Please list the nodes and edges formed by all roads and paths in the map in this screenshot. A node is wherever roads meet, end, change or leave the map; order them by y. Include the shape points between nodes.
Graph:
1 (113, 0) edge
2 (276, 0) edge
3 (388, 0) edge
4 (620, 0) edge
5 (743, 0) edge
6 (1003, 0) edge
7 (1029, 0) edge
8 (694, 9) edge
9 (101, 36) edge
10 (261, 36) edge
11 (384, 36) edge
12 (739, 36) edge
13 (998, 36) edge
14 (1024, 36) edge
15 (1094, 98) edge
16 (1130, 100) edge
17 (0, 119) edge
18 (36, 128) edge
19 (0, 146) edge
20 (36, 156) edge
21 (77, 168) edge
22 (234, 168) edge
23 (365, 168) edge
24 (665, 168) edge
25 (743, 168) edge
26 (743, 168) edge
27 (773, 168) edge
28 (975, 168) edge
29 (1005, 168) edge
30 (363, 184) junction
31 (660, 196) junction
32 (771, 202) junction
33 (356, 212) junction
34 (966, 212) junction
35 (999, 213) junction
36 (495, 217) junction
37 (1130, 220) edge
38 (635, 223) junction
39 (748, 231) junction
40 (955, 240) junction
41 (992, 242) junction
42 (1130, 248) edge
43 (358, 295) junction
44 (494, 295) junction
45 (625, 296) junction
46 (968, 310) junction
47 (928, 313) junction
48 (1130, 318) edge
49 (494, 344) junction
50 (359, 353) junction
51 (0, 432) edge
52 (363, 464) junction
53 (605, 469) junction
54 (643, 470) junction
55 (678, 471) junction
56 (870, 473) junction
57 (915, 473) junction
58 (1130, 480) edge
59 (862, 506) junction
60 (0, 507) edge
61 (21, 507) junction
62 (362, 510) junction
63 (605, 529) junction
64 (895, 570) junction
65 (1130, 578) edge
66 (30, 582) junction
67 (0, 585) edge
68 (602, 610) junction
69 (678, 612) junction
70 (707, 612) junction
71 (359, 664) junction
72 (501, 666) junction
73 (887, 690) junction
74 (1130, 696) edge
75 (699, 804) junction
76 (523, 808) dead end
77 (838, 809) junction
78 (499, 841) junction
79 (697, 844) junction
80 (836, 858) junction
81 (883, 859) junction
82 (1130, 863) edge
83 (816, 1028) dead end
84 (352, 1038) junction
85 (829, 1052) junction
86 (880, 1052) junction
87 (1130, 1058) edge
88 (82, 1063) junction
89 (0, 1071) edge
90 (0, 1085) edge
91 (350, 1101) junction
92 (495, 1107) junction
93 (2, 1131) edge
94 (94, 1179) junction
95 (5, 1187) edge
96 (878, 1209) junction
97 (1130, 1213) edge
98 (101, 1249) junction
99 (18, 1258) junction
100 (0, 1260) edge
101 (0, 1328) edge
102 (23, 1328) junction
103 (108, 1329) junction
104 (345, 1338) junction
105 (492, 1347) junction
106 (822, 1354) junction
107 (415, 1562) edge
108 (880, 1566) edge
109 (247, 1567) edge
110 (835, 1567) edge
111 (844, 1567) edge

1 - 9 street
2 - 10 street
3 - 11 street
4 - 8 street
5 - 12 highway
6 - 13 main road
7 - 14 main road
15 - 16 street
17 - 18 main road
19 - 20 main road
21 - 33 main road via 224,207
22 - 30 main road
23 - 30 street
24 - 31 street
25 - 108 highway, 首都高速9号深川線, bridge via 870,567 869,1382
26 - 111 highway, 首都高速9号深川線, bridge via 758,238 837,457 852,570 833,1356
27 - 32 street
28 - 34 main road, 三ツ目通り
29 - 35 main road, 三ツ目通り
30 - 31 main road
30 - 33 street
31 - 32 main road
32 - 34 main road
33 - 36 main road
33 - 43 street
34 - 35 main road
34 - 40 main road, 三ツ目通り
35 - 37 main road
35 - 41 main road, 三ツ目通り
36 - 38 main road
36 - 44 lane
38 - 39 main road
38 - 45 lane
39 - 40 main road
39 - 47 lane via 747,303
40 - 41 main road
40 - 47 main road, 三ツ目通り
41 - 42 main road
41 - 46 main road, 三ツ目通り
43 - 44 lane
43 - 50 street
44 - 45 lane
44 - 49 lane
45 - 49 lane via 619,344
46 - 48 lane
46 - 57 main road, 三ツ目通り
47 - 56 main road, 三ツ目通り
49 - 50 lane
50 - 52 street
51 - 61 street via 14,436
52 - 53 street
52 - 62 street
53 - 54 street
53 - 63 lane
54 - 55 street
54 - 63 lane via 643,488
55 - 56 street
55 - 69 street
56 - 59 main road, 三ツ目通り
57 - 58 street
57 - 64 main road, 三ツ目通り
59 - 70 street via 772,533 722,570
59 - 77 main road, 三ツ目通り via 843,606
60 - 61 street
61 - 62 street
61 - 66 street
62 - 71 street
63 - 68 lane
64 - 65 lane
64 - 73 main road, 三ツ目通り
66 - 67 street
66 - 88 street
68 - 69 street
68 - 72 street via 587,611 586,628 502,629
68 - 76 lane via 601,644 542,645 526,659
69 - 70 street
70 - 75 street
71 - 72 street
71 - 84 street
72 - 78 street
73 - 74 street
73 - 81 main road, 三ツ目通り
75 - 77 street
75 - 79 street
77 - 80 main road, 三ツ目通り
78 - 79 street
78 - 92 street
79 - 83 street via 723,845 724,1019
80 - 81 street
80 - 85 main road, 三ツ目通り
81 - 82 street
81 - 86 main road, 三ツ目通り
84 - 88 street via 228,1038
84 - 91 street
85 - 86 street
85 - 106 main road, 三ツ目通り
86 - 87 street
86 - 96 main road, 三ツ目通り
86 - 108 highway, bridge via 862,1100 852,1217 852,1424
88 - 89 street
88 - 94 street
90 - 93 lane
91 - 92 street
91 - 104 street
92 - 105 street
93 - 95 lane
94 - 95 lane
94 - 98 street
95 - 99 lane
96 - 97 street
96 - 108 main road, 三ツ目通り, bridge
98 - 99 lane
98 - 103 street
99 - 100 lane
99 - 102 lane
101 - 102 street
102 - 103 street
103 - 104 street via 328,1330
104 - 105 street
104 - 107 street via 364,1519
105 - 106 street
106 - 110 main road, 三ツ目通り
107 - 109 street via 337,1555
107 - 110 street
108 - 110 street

- - - - - - -

Exercise directions -> The entire listing is to be retyped exactly.

Written solution ->
Please list the nodes and edges formed by all roads and paths in the map in this screenshot. A node is wherever roads meet, end, change or leave the map; order them by y. Include the shape points between nodes.
Graph:
1 (113, 0) edge
2 (276, 0) edge
3 (388, 0) edge
4 (620, 0) edge
5 (743, 0) edge
6 (1003, 0) edge
7 (1029, 0) edge
8 (694, 9) edge
9 (101, 36) edge
10 (261, 36) edge
11 (384, 36) edge
12 (739, 36) edge
13 (998, 36) edge
14 (1024, 36) edge
15 (1094, 98) edge
16 (1130, 100) edge
17 (0, 119) edge
18 (36, 128) edge
19 (0, 146) edge
20 (36, 156) edge
21 (77, 168) edge
22 (234, 168) edge
23 (365, 168) edge
24 (665, 168) edge
25 (743, 168) edge
26 (743, 168) edge
27 (773, 168) edge
28 (975, 168) edge
29 (1005, 168) edge
30 (363, 184) junction
31 (660, 196) junction
32 (771, 202) junction
33 (356, 212) junction
34 (966, 212) junction
35 (999, 213) junction
36 (495, 217) junction
37 (1130, 220) edge
38 (635, 223) junction
39 (748, 231) junction
40 (955, 240) junction
41 (992, 242) junction
42 (1130, 248) edge
43 (358, 295) junction
44 (494, 295) junction
45 (625, 296) junction
46 (968, 310) junction
47 (928, 313) junction
48 (1130, 318) edge
49 (494, 344) junction
50 (359, 353) junction
51 (0, 432) edge
52 (363, 464) junction
53 (605, 469) junction
54 (643, 470) junction
55 (678, 471) junction
56 (870, 473) junction
57 (915, 473) junction
58 (1130, 480) edge
59 (862, 506) junction
60 (0, 507) edge
61 (21, 507) junction
62 (362, 510) junction
63 (605, 529) junction
64 (895, 570) junction
65 (1130, 578) edge
66 (30, 582) junction
67 (0, 585) edge
68 (602, 610) junction
69 (678, 612) junction
70 (707, 612) junction
71 (359, 664) junction
72 (501, 666) junction
73 (887, 690) junction
74 (1130, 696) edge
75 (699, 804) junction
76 (523, 808) dead end
77 (838, 809) junction
78 (499, 841) junction
79 (697, 844) junction
80 (836, 858) junction
81 (883, 859) junction
82 (1130, 863) edge
83 (816, 1028) dead end
84 (352, 1038) junction
85 (829, 1052) junction
86 (880, 1052) junction
87 (1130, 1058) edge
88 (82, 1063) junction
89 (0, 1071) edge
90 (0, 1085) edge
91 (350, 1101) junction
92 (495, 1107) junction
93 (2, 1131) edge
94 (94, 1179) junction
95 (5, 1187) edge
96 (878, 1209) junction
97 (1130, 1213) edge
98 (101, 1249) junction
99 (18, 1258) junction
100 (0, 1260) edge
101 (0, 1328) edge
102 (23, 1328) junction
103 (108, 1329) junction
104 (345, 1338) junction
105 (492, 1347) junction
106 (822, 1354) junction
107 (415, 1562) edge
108 (880, 1566) edge
109 (247, 1567) edge
110 (835, 1567) edge
111 (844, 1567) edge

1 - 9 street
2 - 10 street
3 - 11 street
4 - 8 street
5 - 12 highway
6 - 13 main road
7 - 14 main road
15 - 16 street
17 - 18 main road
19 - 20 main road
21 - 33 main road via 224,207
22 - 30 main road
23 - 30 street
24 - 31 street
25 - 108 highway, 首都高速9号深川線, bridge via 870,567 869,1382
26 - 111 highway, 首都高速9号深川線, bridge via 758,238 837,457 852,570 833,1356
27 - 32 street
28 - 34 main road, 三ツ目通り
29 - 35 main road, 三ツ目通り
30 - 31 main road
30 - 33 street
31 - 32 main road
32 - 34 main road
33 - 36 main road
33 - 43 street
34 - 35 main road
34 - 40 main road, 三ツ目通り
35 - 37 main road
35 - 41 main road, 三ツ目通り
36 - 38 main road
36 - 44 lane
38 - 39 main road
38 - 45 lane
39 - 40 main road
39 - 47 lane via 747,303
40 - 41 main road
40 - 47 main road, 三ツ目通り
41 - 42 main road
41 - 46 main road, 三ツ目通り
43 - 44 lane
43 - 50 street
44 - 45 lane
44 - 49 lane
45 - 49 lane via 619,344
46 - 48 lane
46 - 57 main road, 三ツ目通り
47 - 56 main road, 三ツ目通り
49 - 50 lane
50 - 52 street
51 - 61 street via 14,436
52 - 53 street
52 - 62 street
53 - 54 street
53 - 63 lane
54 - 55 street
54 - 63 lane via 643,488
55 - 56 street
55 - 69 street
56 - 59 main road, 三ツ目通り
57 - 58 street
57 - 64 main road, 三ツ目通り
59 - 70 street via 772,533 722,570
59 - 77 main road, 三ツ目通り via 843,606
60 - 61 street
61 - 62 street
61 - 66 street
62 - 71 street
63 - 68 lane
64 - 65 lane
64 - 73 main road, 三ツ目通り
66 - 67 street
66 - 88 street
68 - 69 street
68 - 72 street via 587,611 586,628 502,629
68 - 76 lane via 601,644 542,645 526,659
69 - 70 street
70 - 75 street
71 - 72 street
71 - 84 street
72 - 78 street
73 - 74 street
73 - 81 main road, 三ツ目通り
75 - 77 street
75 - 79 street
77 - 80 main road, 三ツ目通り
78 - 79 street
78 - 92 street
79 - 83 street via 723,845 724,1019
80 - 81 street
80 - 85 main road, 三ツ目通り
81 - 82 street
81 - 86 main road, 三ツ目通り
84 - 88 street via 228,1038
84 - 91 street
85 - 86 street
85 - 106 main road, 三ツ目通り
86 - 87 street
86 - 96 main road, 三ツ目通り
86 - 108 highway, bridge via 862,1100 852,1217 852,1424
88 - 89 street
88 - 94 street
90 - 93 lane
91 - 92 street
91 - 104 street
92 - 105 street
93 - 95 lane
94 - 95 lane
94 - 98 street
95 - 99 lane
96 - 97 street
96 - 108 main road, 三ツ目通り, bridge
98 - 99 lane
98 - 103 street
99 - 100 lane
99 - 102 lane
101 - 102 street
102 - 103 street
103 - 104 street via 328,1330
104 - 105 street
104 - 107 street via 364,1519
105 - 106 street
106 - 110 main road, 三ツ目通り
107 - 109 street via 337,1555
107 - 110 street
108 - 110 street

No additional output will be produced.